TASK TO CARRY OUT: From the entries that follow, list every line in which the string "main" appears.

*** STORED DATA ***

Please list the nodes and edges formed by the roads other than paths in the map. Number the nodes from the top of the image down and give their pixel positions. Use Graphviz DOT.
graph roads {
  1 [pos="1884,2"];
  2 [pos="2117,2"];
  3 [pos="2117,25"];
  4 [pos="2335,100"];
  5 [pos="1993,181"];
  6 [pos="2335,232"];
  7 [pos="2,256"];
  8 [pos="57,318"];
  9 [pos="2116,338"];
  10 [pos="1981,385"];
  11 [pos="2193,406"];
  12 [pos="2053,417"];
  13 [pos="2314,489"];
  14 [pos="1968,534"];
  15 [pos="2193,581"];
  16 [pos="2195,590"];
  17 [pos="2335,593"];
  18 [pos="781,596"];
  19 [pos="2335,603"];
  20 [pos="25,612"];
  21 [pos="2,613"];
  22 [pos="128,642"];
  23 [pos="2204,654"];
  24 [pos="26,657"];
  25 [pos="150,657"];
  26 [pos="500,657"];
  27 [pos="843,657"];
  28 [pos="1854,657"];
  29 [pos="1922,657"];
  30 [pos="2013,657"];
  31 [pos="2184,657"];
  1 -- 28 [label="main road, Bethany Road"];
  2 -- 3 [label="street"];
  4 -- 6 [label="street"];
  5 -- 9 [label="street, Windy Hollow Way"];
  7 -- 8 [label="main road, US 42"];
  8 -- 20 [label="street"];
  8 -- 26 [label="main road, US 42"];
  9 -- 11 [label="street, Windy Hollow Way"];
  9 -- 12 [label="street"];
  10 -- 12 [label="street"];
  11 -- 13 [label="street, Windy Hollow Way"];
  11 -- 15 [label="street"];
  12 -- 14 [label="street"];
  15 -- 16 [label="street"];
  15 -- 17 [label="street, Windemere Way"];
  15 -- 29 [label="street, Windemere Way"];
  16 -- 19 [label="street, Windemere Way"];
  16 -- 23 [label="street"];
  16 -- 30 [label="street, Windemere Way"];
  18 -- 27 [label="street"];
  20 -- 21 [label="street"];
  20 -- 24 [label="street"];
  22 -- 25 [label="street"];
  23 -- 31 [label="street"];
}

*** End of STORED DATA ***

TASK RESPONSE:
  1 -- 28 [label="main road, Bethany Road"];
  7 -- 8 [label="main road, US 42"];
  8 -- 26 [label="main road, US 42"];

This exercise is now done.